Action item –
Please state how many lines of the records below contain the word "Chemin". Give the number and nothing else.
++++ Source data
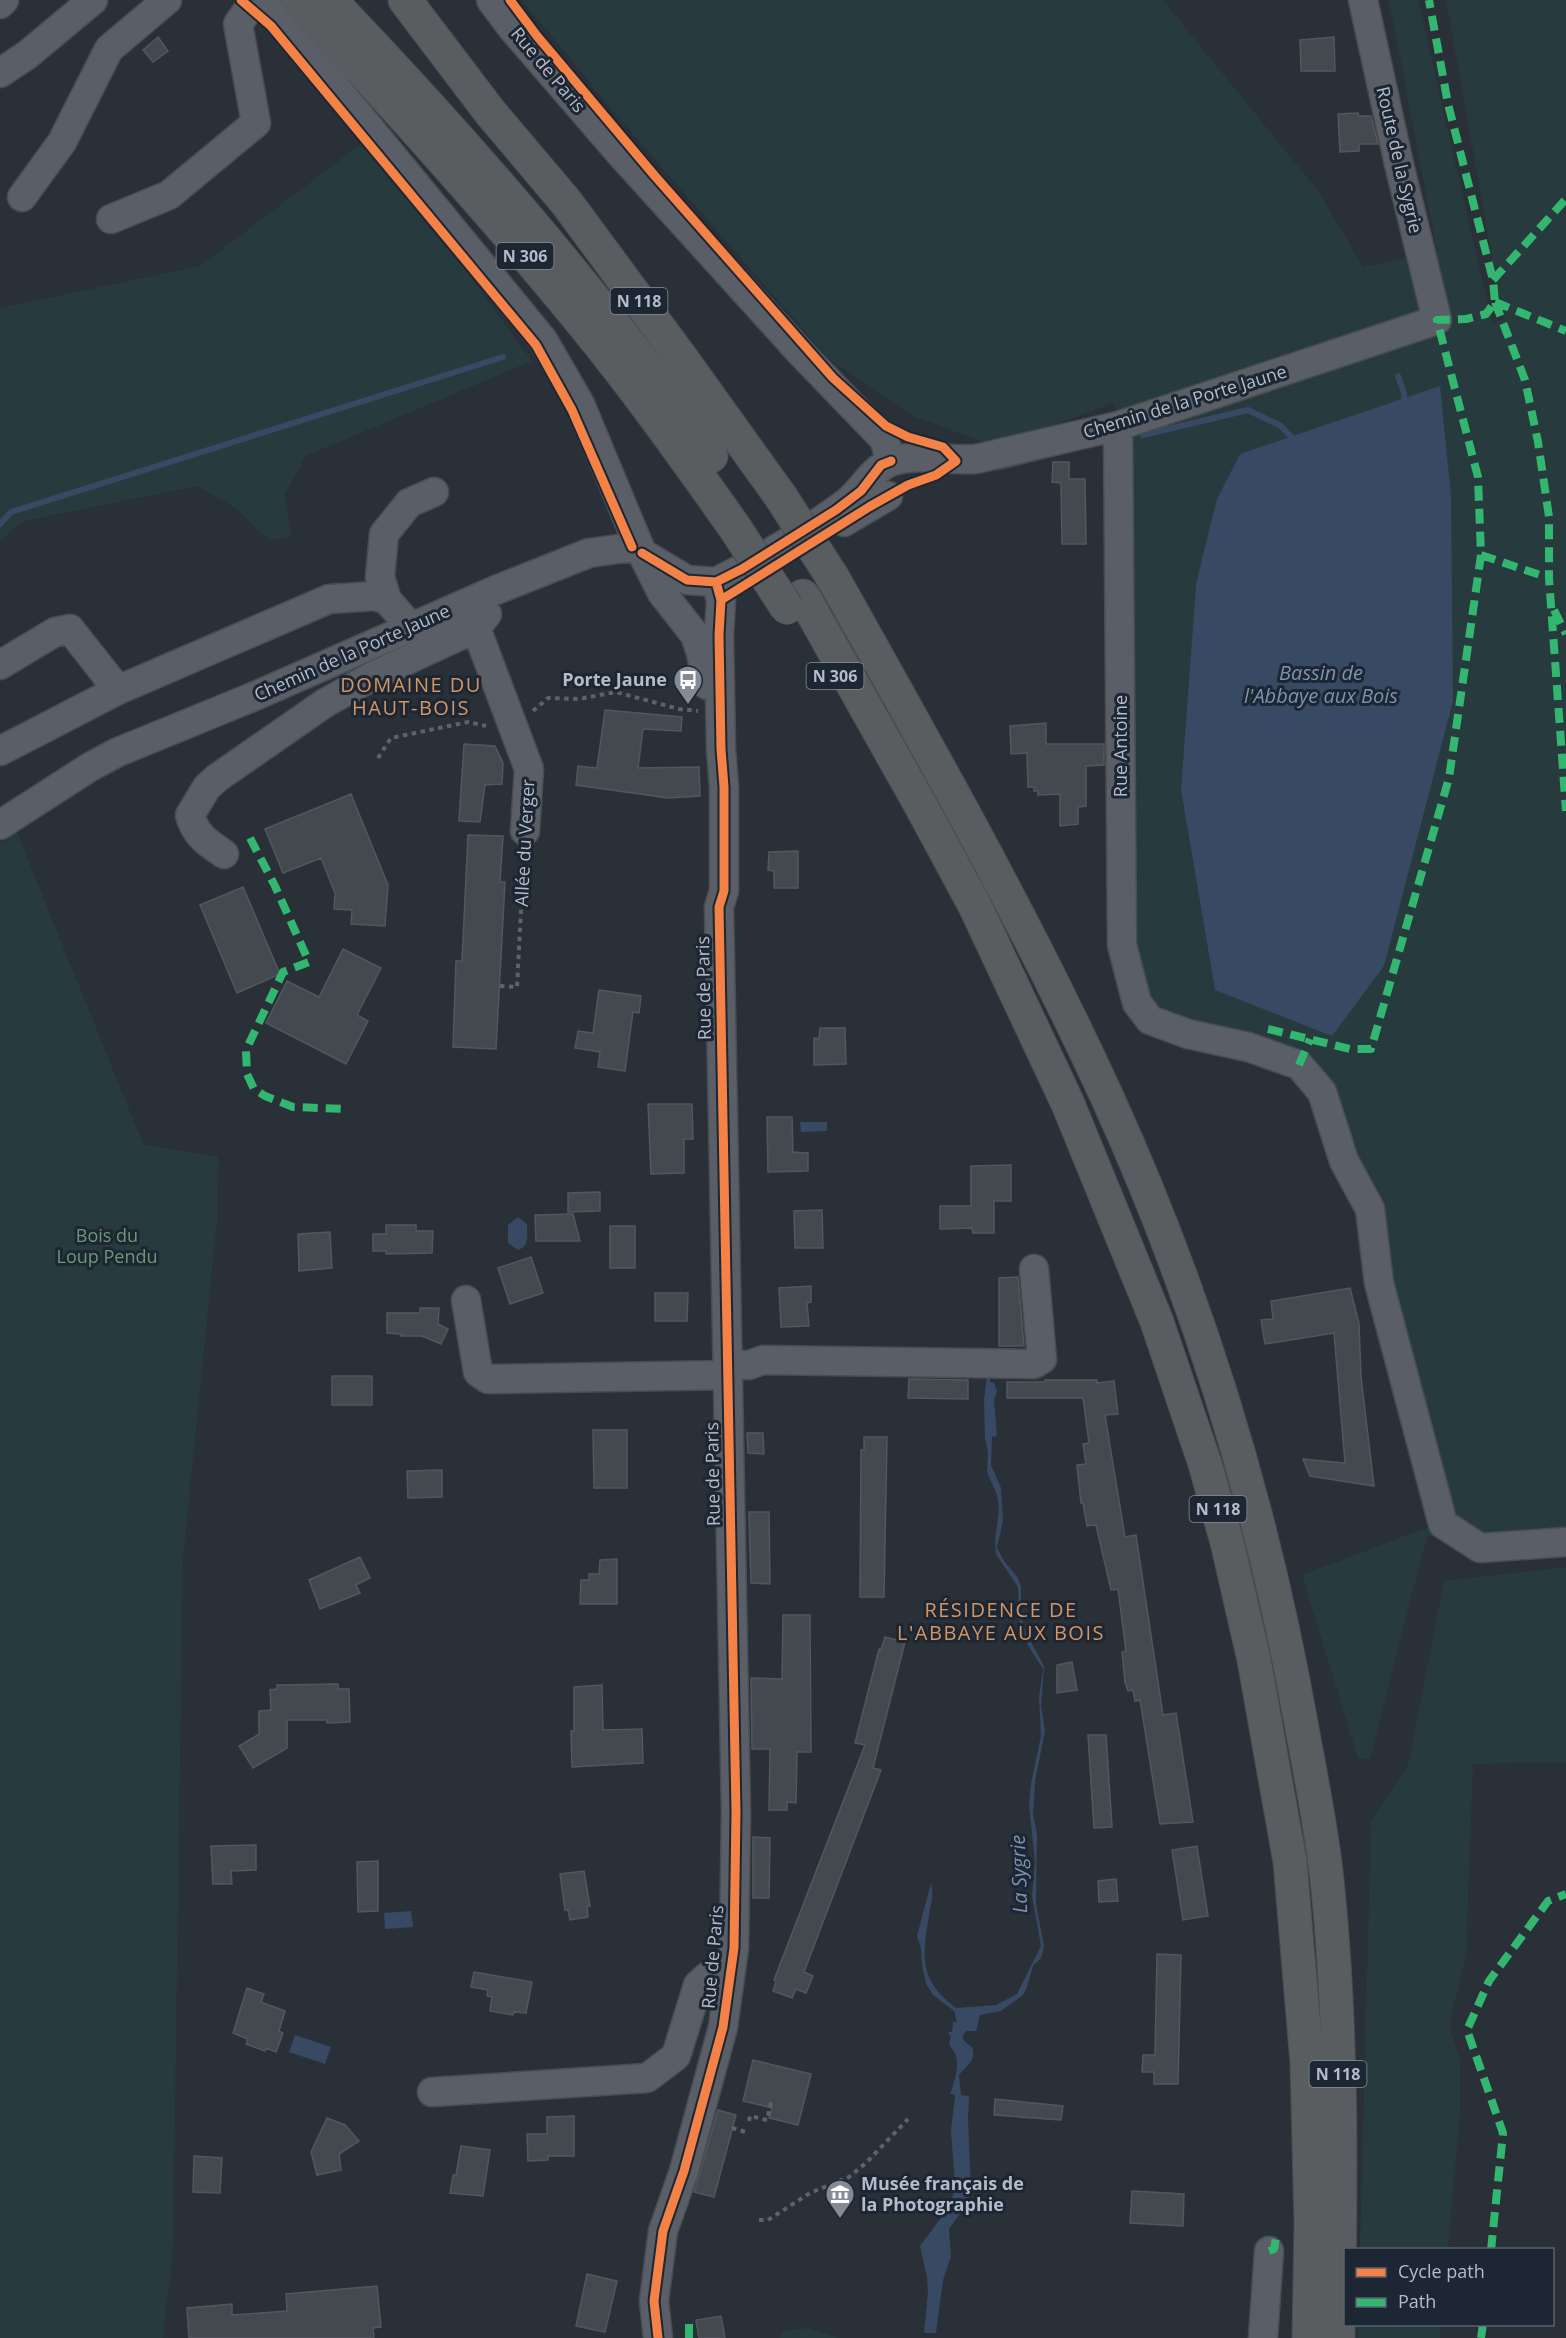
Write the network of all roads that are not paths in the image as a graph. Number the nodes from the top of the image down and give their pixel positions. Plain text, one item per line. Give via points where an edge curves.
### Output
1 (4, 0) edge
2 (93, 0) edge
3 (167, 0) edge
4 (255, 0) edge
5 (260, 0) edge
6 (297, 0) edge
7 (330, 0) edge
8 (384, 0) edge
9 (405, 0) edge
10 (491, 0) edge
11 (1363, 0) edge
12 (0, 4) edge
13 (0, 73) edge
14 (490, 112) junction
15 (22, 197) dead end
16 (111, 219) dead end
17 (1437, 320) joint
18 (1118, 426) junction
19 (891, 461) junction
20 (434, 492) dead end
21 (743, 522) junction
22 (642, 553) junction
23 (687, 580) junction
24 (496, 590) junction
25 (718, 591) junction
26 (387, 600) junction
27 (673, 604) junction
28 (410, 626) junction
29 (476, 628) junction
30 (0, 665) edge
31 (118, 690) junction
32 (715, 750) junction
33 (0, 751) edge
34 (0, 825) edge
35 (525, 831) road end
36 (224, 854) dead end
37 (1034, 1269) dead end
38 (466, 1300) dead end
39 (727, 1370) junction
40 (1566, 1542) edge
41 (730, 1974) junction
42 (432, 2091) dead end
43 (1269, 2251) dead end
44 (657, 2338) edge
45 (1263, 2338) edge
46 (1309, 2338) edge
47 (1338, 2338) edge

1 - 12 street
2 - 13 street
3 - 15 street via 109,49 62,142
4 - 16 street via 238,24 256,123 169,195
5 - 22 street, Rue de Paris via 543,340 580,404
6 - 21 highway, N 306 via 375,83 580,320
7 - 21 highway, N 118 via 555,251 664,389
8 - 14 highway, N 118
9 - 14 highway
10 - 19 street, Rue de Paris via 618,151 884,440
11 - 17 street, Route de la Sygrie
14 - 47 highway, N 118, bridge via 566,202 682,359 781,497 833,578 1006,890 1108,1099 1167,1241 1232,1429 1263,1545 1290,1658 1325,1869 1340,2094
17 - 18 street, Chemin de la Porte Jaune
18 - 19 street, Chemin de la Porte Jaune via 976,459 905,457
18 - 40 street, Rue Antoine via 1122,945 1137,1003 1150,1020 1299,1065 1322,1092 1344,1161 1370,1209 1378,1283 1443,1524 1480,1548
19 - 25 street via 881,465 861,491 836,510 742,569
19 - 25 street via 878,501
20 - 26 street via 409,503 384,534 380,577
21 - 46 highway, N 118 via 885,742 975,906 1068,1104 1157,1322 1205,1464 1254,1660 1290,1862 1307,2063
22 - 23 street, Chemin de la Porte Jaune
22 - 24 street, Chemin de la Porte Jaune via 632,547 589,553
22 - 27 street, Rue de Paris via 662,593
23 - 25 street, Chemin de la Porte Jaune
23 - 27 street
24 - 28 street, Chemin de la Porte Jaune
24 - 29 street via 491,609
25 - 27 street via 699,605
25 - 32 street, Rue de Paris
26 - 28 street
26 - 31 street via 375,596 329,599
27 - 32 street, Rue de Paris via 695,635 701,653
28 - 34 street, Chemin de la Porte Jaune via 118,752
29 - 35 street, Allée du Verger via 529,769
29 - 36 street via 325,703 217,778 190,815 202,838
30 - 31 street via 55,632 70,629
31 - 33 street
32 - 39 street, Rue de Paris via 724,787 716,842 724,891 719,907
37 - 39 street via 1042,1359 1034,1364 763,1360
38 - 39 street via 478,1372 488,1379
39 - 41 street, Rue de Paris via 736,1812 734,1948
41 - 42 street via 708,1976 698,1985 676,2056 647,2078
41 - 44 street, Rue de Paris via 723,2027 684,2171 663,2231 654,2301
43 - 45 street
++++++++
Task answer –
7